Research shows that cortex commands the performance of skilled movement
The essential function of the central nervous system is to coordinate movement. Skilled movement requires many elements including planning, initiation, execution, and refinement. Scientists at the Howard Hughes Medical Institute's Janelia Research Campus have demonstrated in experiments with mice that the brain's sensorimotor cortex is essential for initiating and executing a complex movement. Temporarily switching off this part of the brain causes mice to pause abruptly in the middle of a trained task, which they successfully resume as soon as motor cortex activity is restored.
It has been unclear whether the motor cortex is the brain's primary director of voluntary movements, or whether its role is to fine-tune complex movements. The new study, led by Janelia group leader Adam Hantman and published February 1, 2016 in the journal eLife, demonstrates that activity in this part of the brain is critical for enacting a learned skill.
Neurons in the motor cortex fire as animals plan and carry out movements, but the precise effects of this activity have been unclear. Although artificially stimulating the cortex can evoke complex movements in animals, other researchers have found that mice with irreversible damage to the motor cortex retain the ability to complete a learned sequence of actions. Those animals do tend to lose dexterity, adapting by swinging the limb instead of carefully maneuvering the paw to the target, for example.
Hantman and colleagues thought they could learn more about the precise role of the motor cortex by manipulating it with optogenetics, a technique that allows precise temporal control over neural activity. The technique involves delivering light-sensitive proteins to specific nerve cells under study and then using a pulse of laser light of the right wavelength to turn on or shut off the activity of those nerve cells. Using this approach, Hantman and his team could inhibit the motor cortex at specific moments while the mice performed a task. Shutting down motor cortex activity for just a few seconds at a time would also make it unlikely that the mice would learn to compensate for any impairments in motor control, a potential confounding factor in prior attempts to probe the role of motor cortex.
Jian-Zhong (Jay) Guo, a senior scientist in Hantman's lab, spent months patiently training mice to reach and grab for a food pellet, then bring the pellet to the mouth for consumption. The scientists then used optogenetics to manipulate activity in the animal's motor cortex during the task. After the animals had begun reaching for the food, Guo used a laser beam to activate inhibitory neurons in the region of the motor cortex that controlled the action. The inhibitory neurons, in turn, switched off nearby excitatory neurons. "We were essentially using the cortex to turn itself off," Hantman explains. Doing so, they thought, might make the mice struggle to succeed at the task.
In fact, the effects were much more dramatic. At any point after a mouse began to reach for its food pellet with its right paw, Hantman and his colleagues could abruptly halt the action by switching on the laser that silenced the left motor cortex. "This was a breathtaking thing when we saw it happen in the lab," Hantman says. "As long as the laser was on, the animal was not able to progress its paw forward. It was as if we had achieved a remote control of the mouse."

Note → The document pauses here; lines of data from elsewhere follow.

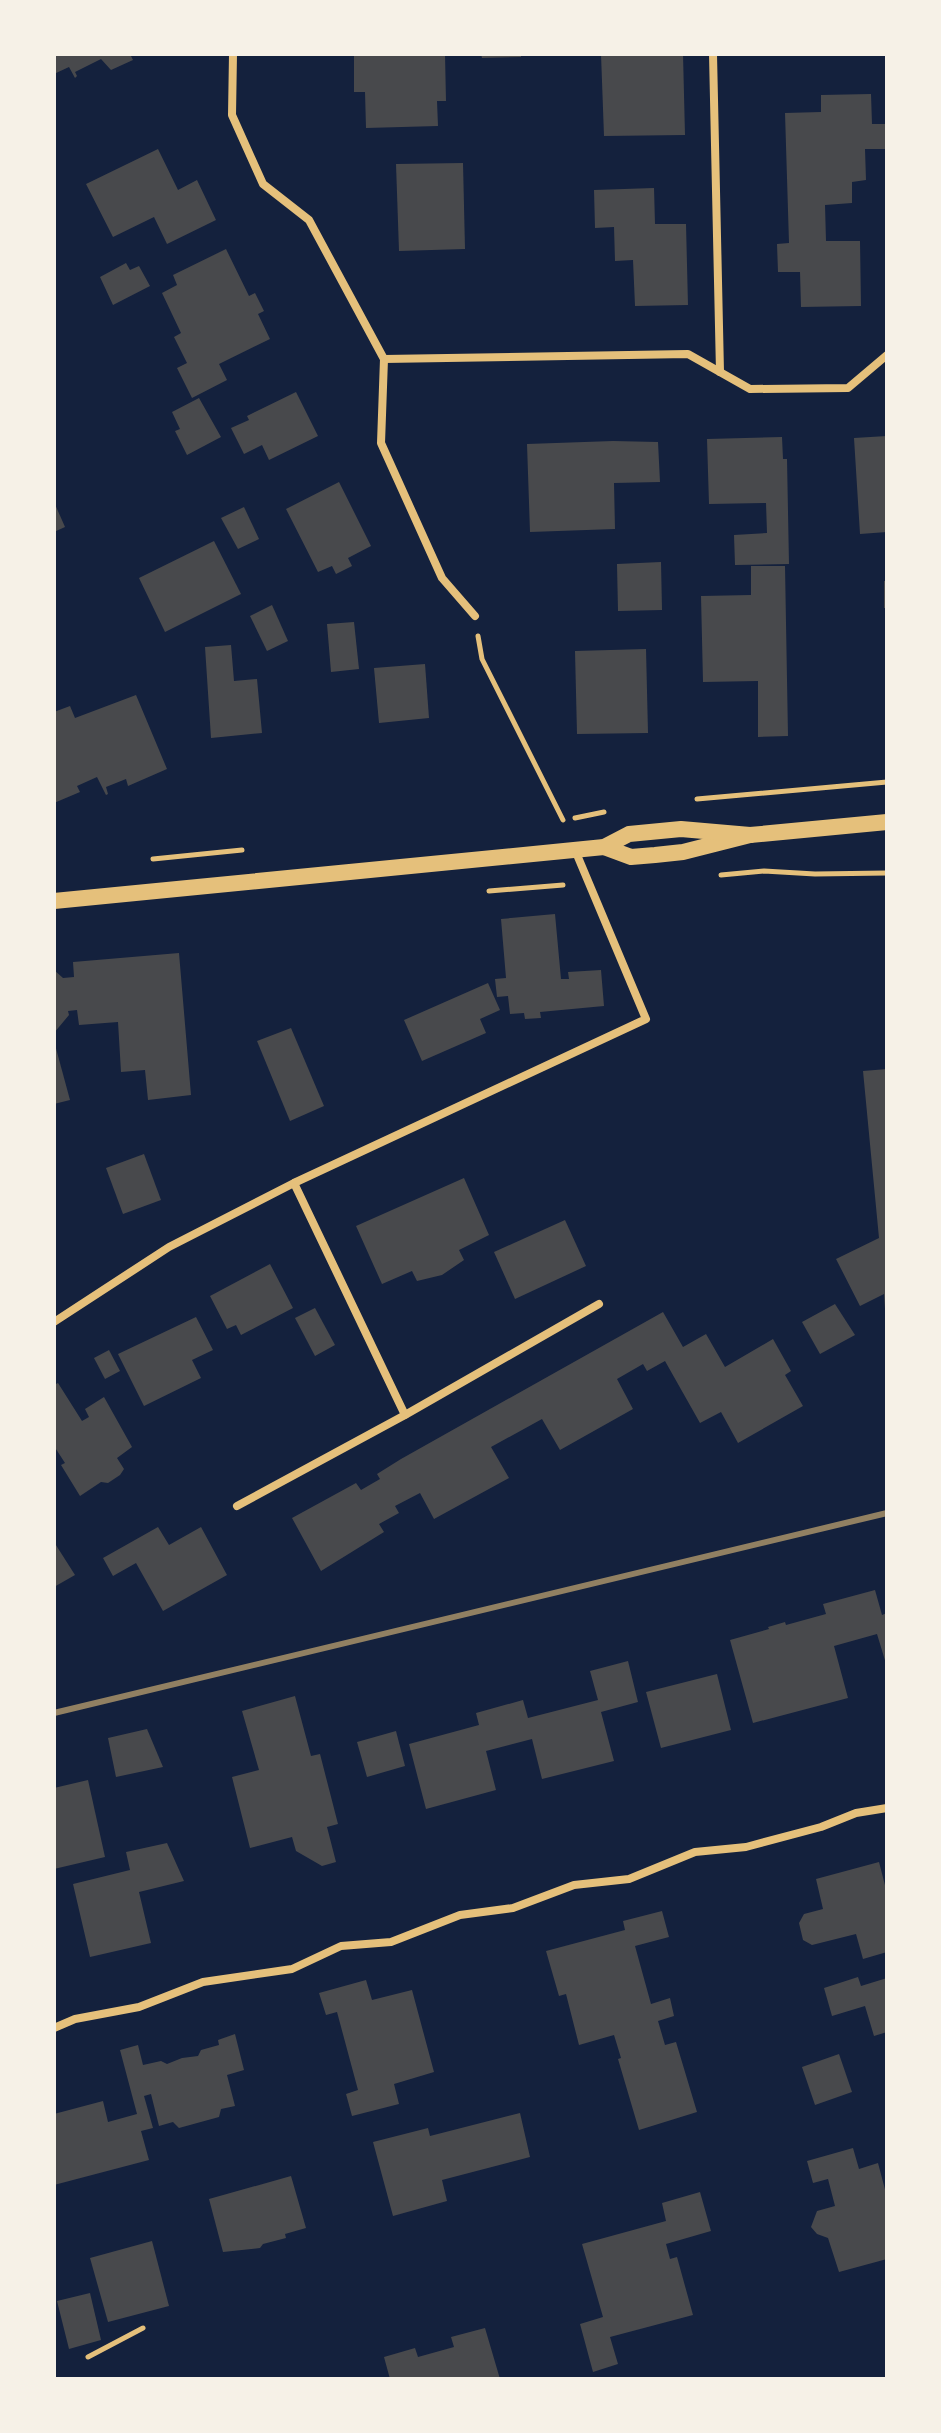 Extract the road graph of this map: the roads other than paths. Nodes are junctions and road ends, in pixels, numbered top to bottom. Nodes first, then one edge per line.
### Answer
1 (233, 54) edge
2 (713, 54) edge
3 (887, 355) edge
4 (384, 359) junction
5 (720, 372) junction
6 (475, 616) road end
7 (887, 822) edge
8 (575, 849) junction
9 (54, 901) edge
10 (294, 1183) junction
11 (599, 1304) dead end
12 (54, 1322) edge
13 (405, 1415) junction
14 (237, 1506) dead end
15 (887, 1808) edge
16 (54, 2028) edge

1 - 4 street
2 - 5 street
3 - 5 street
4 - 5 street
4 - 6 street
7 - 8 main road
8 - 9 main road
8 - 10 street
10 - 12 street
10 - 13 street
11 - 13 street
13 - 14 street
15 - 16 street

In some instances, the scientists inhibited the motor cortex after a mouse had grabbed its pellet, then watched as the animal used its other paw (controlled by the unmanipulated cortical hemisphere) to guide the stalled limb to its mouth. "He just couldn't get that arm up to eat," Hantman says. "He knew he had a pellet of food, and he so desperately wanted it, but he simply couldn't get it into his mouth."
In all of their experiments, Hantman's team recorded the animals' behavior and used new machine learning algorithms developed by Janelia group leader Kristin Branson and colleagues to track their movements efficiently. Automating this analysis allowed the team to test the effects of inhibiting the motor cortex in a variety of situations. But when they examined different behaviors, such as licking for food or grooming, mice continued their activities uninterrupted, despite motor cortex inhibition. The scientists concluded that the pausing effect was specific to a learned, complex, goal-motivated movement toward a target.

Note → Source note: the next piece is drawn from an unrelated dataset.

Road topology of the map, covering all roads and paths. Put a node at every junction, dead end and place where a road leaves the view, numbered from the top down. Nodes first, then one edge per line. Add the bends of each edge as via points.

Remarkably, in the food-grabbing task, mice would pick up the action where they had left off as soon as the scientists switched off the laser, allowing normal activity in the motor cortex to resume. In fact, the scientists found that a hungry mouse familiar with the task would reach for a food pellet immediately after normal motor cortex activity was restored, even if no pellet was present and the action had not previously been initiated. "Just the mere inhibition and release of that inhibition seemed to evoke the entire sequence of the movement," Hantman says. Despite the lack of an actual pellet, and regardless of the starting position of the reaching paw, the animals reliably reached toward the place they had learned the pellet should be. "That suggested to us that perhaps the cortex was specifying not the kinematics of the movement, but something about that learned end-point location," Hantman says.
Hantman and his team are now eager to investigate how the motor cortex retains information about where a movement should be directed. "Some of the things that we noticed during these perturbations give us entry points to try and uncover the dynamics of the cortex that might be responsible for this kind of skilled action," he says.